Pour les thérapeutes, la grande difficulté réside dans le fait qu’un noeud ne peut être enlevé que si la main le ressent. Ce « senti » réclame un nouveau référentiel qui demande un apprentissage. Pour évacuer le noeud, le pratiquant devra accepter de s’enfoncer en conscience dans le lieu où l’énergie émotionnelle est refoulée, et de faire un avec l’organe, l’émotion, et la compréhension qui en surgit.
Il s’agit là d’un travail de type alchimique, c’est à dire avec transformation d’une matière en une autre, de niveau vibratoire plus élevé, en relation avec les transformations intérieures de celui qui opère.

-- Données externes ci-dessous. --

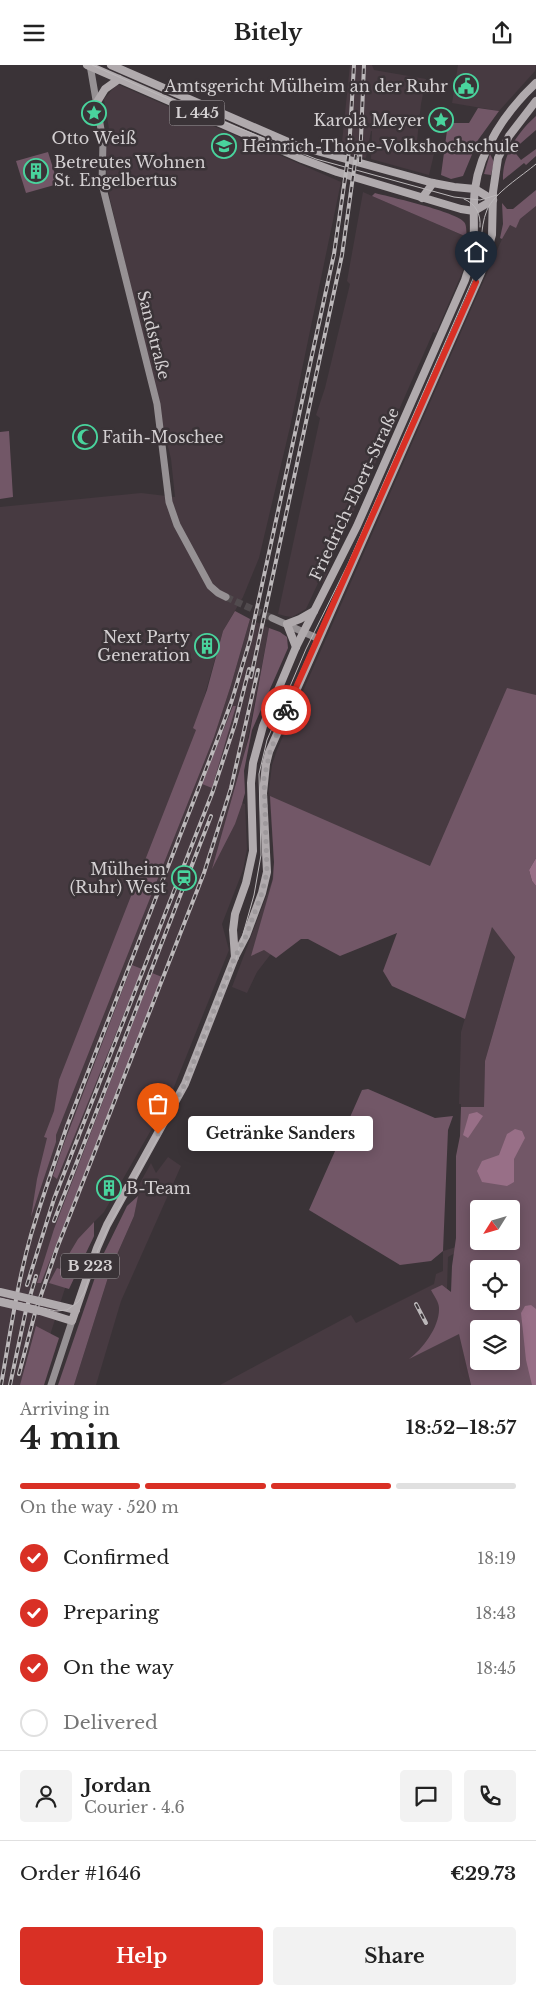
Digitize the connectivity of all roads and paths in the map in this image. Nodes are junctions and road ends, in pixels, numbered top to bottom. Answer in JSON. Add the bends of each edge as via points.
{"nodes":[{"id":1,"x":111,"y":65,"type":"edge"},
{"id":2,"x":89,"y":66,"type":"edge"},
{"id":3,"x":119,"y":79,"type":"junction"},
{"id":4,"x":536,"y":83,"type":"edge"},
{"id":5,"x":536,"y":101,"type":"edge"},
{"id":6,"x":97,"y":102,"type":"junction"},
{"id":7,"x":433,"y":183,"type":"junction"},
{"id":8,"x":475,"y":189,"type":"junction"},
{"id":9,"x":422,"y":198,"type":"junction"},
{"id":10,"x":493,"y":200,"type":"junction"},
{"id":11,"x":474,"y":211,"type":"junction"},
{"id":12,"x":226,"y":597,"type":"tunnel mouth"},
{"id":13,"x":314,"y":611,"type":"junction"},
{"id":14,"x":272,"y":618,"type":"tunnel mouth"},
{"id":15,"x":287,"y":624,"type":"junction"},
{"id":16,"x":304,"y":632,"type":"junction"},
{"id":17,"x":319,"y":639,"type":"junction"},
{"id":18,"x":296,"y":647,"type":"junction"},
{"id":19,"x":235,"y":957,"type":"junction"},
{"id":20,"x":0,"y":1292,"type":"edge"},
{"id":21,"x":0,"y":1302,"type":"edge"},
{"id":22,"x":74,"y":1316,"type":"junction"},
{"id":23,"x":51,"y":1385,"type":"edge"}],
"edges":[{"from":1,"to":7,"type":"main road","number":"L 445","via":[[294,145]]},
{"from":2,"to":3,"type":"main road","number":"L 445"},
{"from":2,"to":6,"type":"street","name":"Sandstraße"},
{"from":3,"to":6,"type":"main road"},
{"from":3,"to":9,"type":"main road","number":"L 445","via":[[302,159]]},
{"from":4,"to":8,"type":"main road","name":"Friedrich-Ebert-Straße","via":[[516,104],[494,136],[484,155]]},
{"from":5,"to":10,"type":"main road","name":"Friedrich-Ebert-Straße","via":[[503,147],[495,170]]},
{"from":6,"to":12,"type":"street","name":"Sandstraße","via":[[103,141],[102,184],[157,404],[169,502],[177,525],[210,586]]},
{"from":7,"to":8,"type":"main road","number":"L 445"},
{"from":7,"to":9,"type":"main road"},
{"from":8,"to":10,"type":"main road","number":"L 445"},
{"from":8,"to":11,"type":"main road","name":"Friedrich-Ebert-Straße"},
{"from":9,"to":11,"type":"main road","number":"L 445"},
{"from":10,"to":11,"type":"main road"},
{"from":10,"to":17,"type":"main road","name":"Friedrich-Ebert-Straße","via":[[492,235],[481,273]]},
{"from":11,"to":13,"type":"main road","name":"Friedrich-Ebert-Straße","via":[[472,259],[465,280],[357,526]]},
{"from":13,"to":15,"type":"main road"},
{"from":13,"to":16,"type":"main road","name":"Friedrich-Ebert-Straße"},
{"from":14,"to":15,"type":"street"},
{"from":15,"to":16,"type":"street"},
{"from":15,"to":18,"type":"main road"},
{"from":16,"to":17,"type":"street"},
{"from":16,"to":18,"type":"main road","name":"Friedrich-Ebert-Straße"},
{"from":17,"to":19,"type":"main road","name":"Friedrich-Ebert-Straße","via":[[266,764],[263,793],[267,872],[262,893]]},
{"from":18,"to":19,"type":"main road","name":"Friedrich-Ebert-Straße","via":[[258,743],[251,783],[253,851],[246,883],[236,907],[233,930]]},
{"from":19,"to":22,"type":"main road","name":"Friedrich-Ebert-Straße","number":"B 223","via":[[181,1093],[97,1248]]},
{"from":20,"to":22,"type":"main road","bridge":true,"via":[[43,1302]]},
{"from":21,"to":22,"type":"main road","bridge":true},
{"from":22,"to":23,"type":"street"}]}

Lorsque le travail est accompli dans l’exigence de sa totalité, la transformation (Hua ? ) permet alors de libérer tout le contenu énergétique bloqué dans l’organe. La pratique se trouve alors régénérée par l’intégration des 5 éléments constitutifs de la vie (le bois, le feu, la terre, le métal, et l’eau) moins intellectuelle qu’au préalable, offrant la possibilité d’une meilleure résonance aux différentes formes d’énergies de la vie. La pratique devient alors ouverture vers les cheminements intérieurs et la découverte de s terre profonde.